(CNN) -

Ballet dancer Pavel Dmitrichenko, often cast as the villain in Bolshoi Ballet productions, is now the lead defendant in a plot worthy of a Tchaikovsky score.

The 29-year-old allegedly choreographed an attack intended to blind Bolshoi artistic director Sergei Filin, the man who put him in the roles of Ivan the Terrible and Swan Lake's evil genius.

The mystery of who threw sulfuric acid into Filin's face in January has captivated Russians and kept Moscow detectives busy probing rivalries within Russia's renowned 240-year-old ballet company.

It might well send Hollywood literary agents and producers scrambling for story details as described by police reports and local media accounts.

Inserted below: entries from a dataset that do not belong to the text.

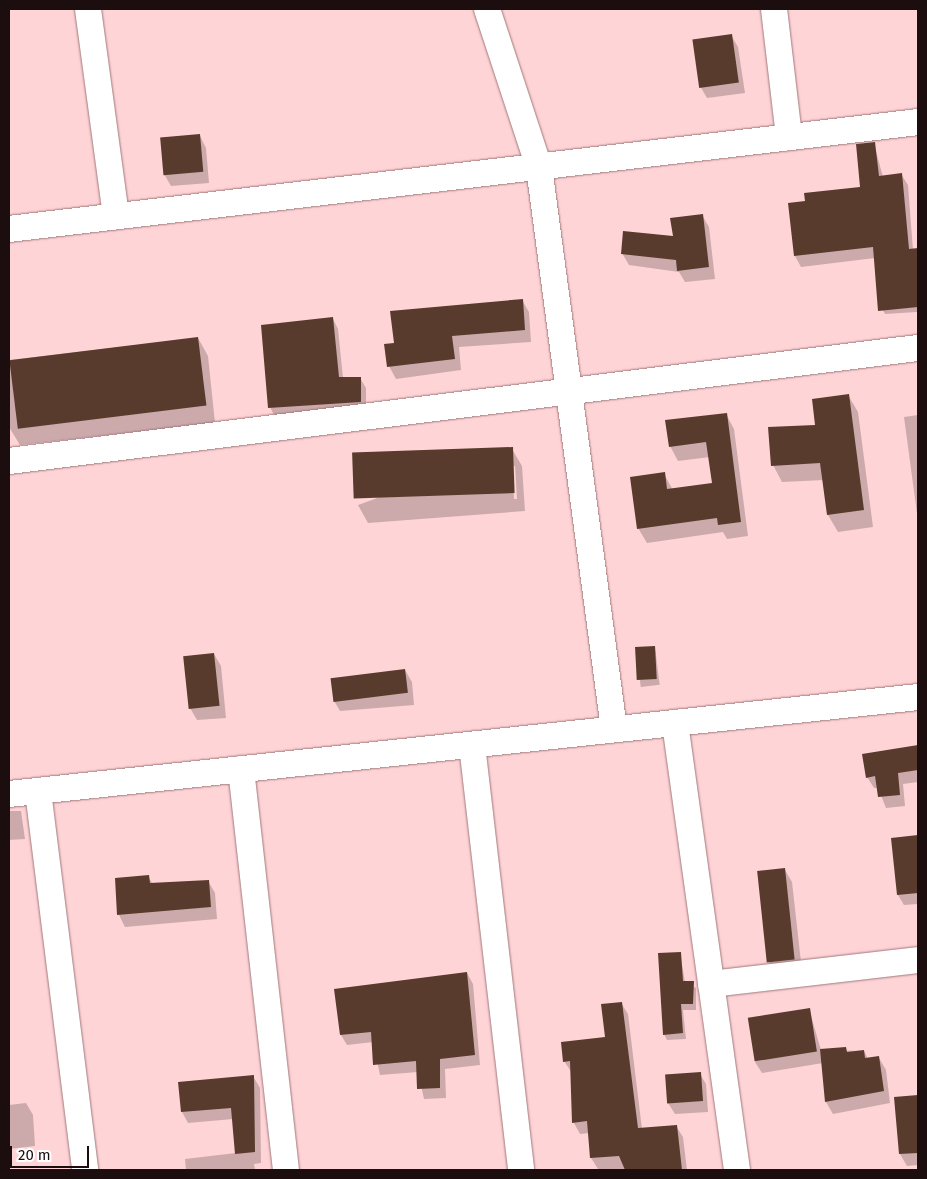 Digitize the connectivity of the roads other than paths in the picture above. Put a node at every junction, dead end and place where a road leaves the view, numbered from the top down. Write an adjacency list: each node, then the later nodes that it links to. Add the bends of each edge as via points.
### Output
1 (88, 9): 7 (street)
2 (487, 9): 6 (street)
3 (774, 9): 5 (street)
4 (918, 122): 5 (street)
5 (789, 137): 6 (street)
6 (538, 167): 7 (street); 10 (street)
7 (116, 216): 8 (street)
8 (9, 228)
9 (918, 348): 10 (street)
10 (569, 392): 11 (street); 14 (street)
11 (9, 460)
12 (918, 697): 13 (street)
13 (675, 723): 14 (street); 20 (street)
14 (614, 730): 15 (street)
15 (472, 745): 16 (street); 23 (street)
16 (240, 769): 17 (street); 22 (street)
17 (38, 791): 18 (street); 21 (street)
18 (9, 794)
19 (918, 960): 20 (street)
20 (711, 984): 24 (street)
21 (86, 1170)
22 (286, 1170)
23 (521, 1170)
24 (737, 1170) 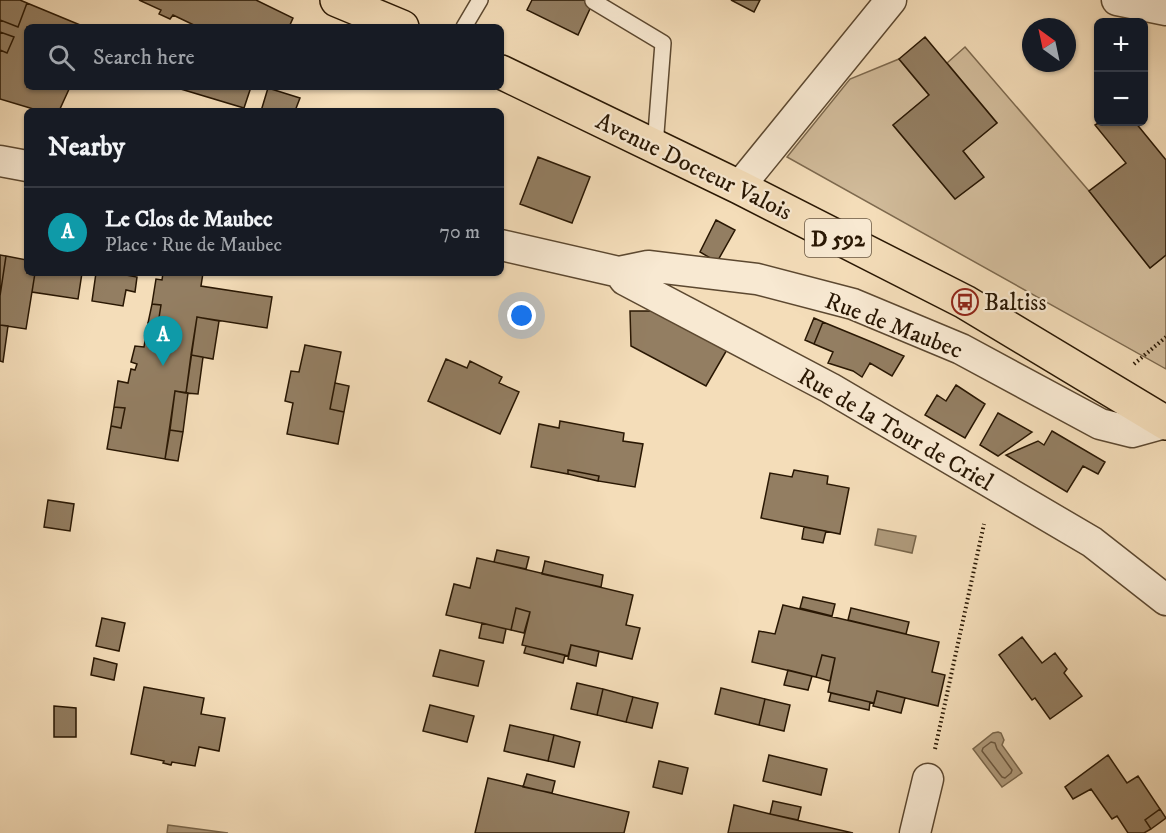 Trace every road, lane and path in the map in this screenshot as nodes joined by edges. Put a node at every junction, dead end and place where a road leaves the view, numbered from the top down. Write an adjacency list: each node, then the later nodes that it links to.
1 (337, 0): 7 (main road)
2 (480, 0): 8 (lane)
3 (891, 0): 13 (street)
4 (1117, 0): 6 (street)
5 (593, 1): 10 (lane)
6 (1166, 10)
7 (395, 24)
8 (466, 24)
9 (504, 73): 10 (main road, Avenue Docteur Valois / D 592)
10 (655, 146): 13 (main road, Avenue Docteur Valois / D 592)
11 (0, 161): 12 (street)
12 (24, 165)
13 (739, 187): 18 (main road, Avenue Docteur Valois / D 592)
14 (504, 246): 15 (street, Rue de Maubec)
15 (619, 272): 18 (street, Rue de Maubec); 20 (street, Rue de la Tour de Criel)
16 (1166, 337): 17 (path)
17 (1133, 365)
18 (1166, 423)
19 (984, 524): 21 (path)
20 (1166, 600)
21 (928, 779): 22 (street)
22 (915, 833)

Police declared their case was solved this week with a confession by Dmitrichenko

"I organized this attack but not to the extent that it happened," he is heard saying in a video released by police.

The characters in this drama include Dmitrichenko's girlfriend, Anzhelina Vorontsova. She has not been charged, but local newspapers quote ballet members as saying Dmitrichenko was angry because he thought Filin was stifling her career.

Two alleged co-conspirators have been detained: Alleged hit man Yuri Zarutsky -- a burly, bearded Russian who was previously convicted of beating someone to death -- and Andrey Lipatov, who allegedly drove the getaway car after Zarutksy's battery acid attack on Filin.

While the final act must still play out in a Russian courtroom, the story opens in the nearly two-century-old Bolshoi Theatre.

Act 1 - The Bolshoi Theatre

Ballet is a world where competition is fierce, and where the artistic director wields considerable influence in making or breaking careers.

Filin, 42, was promoted to the Bolshoi Theatre's coveted post in March 2011, shortly after the deputy ballet director, Gennady Yanin, who was widely seen as a favorite for the artistic director post, resigned when pornographic pictures of him surfaced online.

There was "fierce rivalry" for the Bolshoi position at the time, according to the RIA Novosti news agency.

That year, two dancers quit, unhappy with the direction the ballet had taken.

Another dancer, Nikolai Tsiskaridze, loudly criticized Filin for going over budget in the ballet's multimllion-dollar renovation.

Tsiskaridze, incidentally, was also a contender for the artistic director job that Filin got.

But beyond professional disagreements, sinister factors were also at play.

Act 2 - The Streets of Moscow

RIA Novosti reported that before the attack, Filin suffered months of intimidation, including threatening phone calls.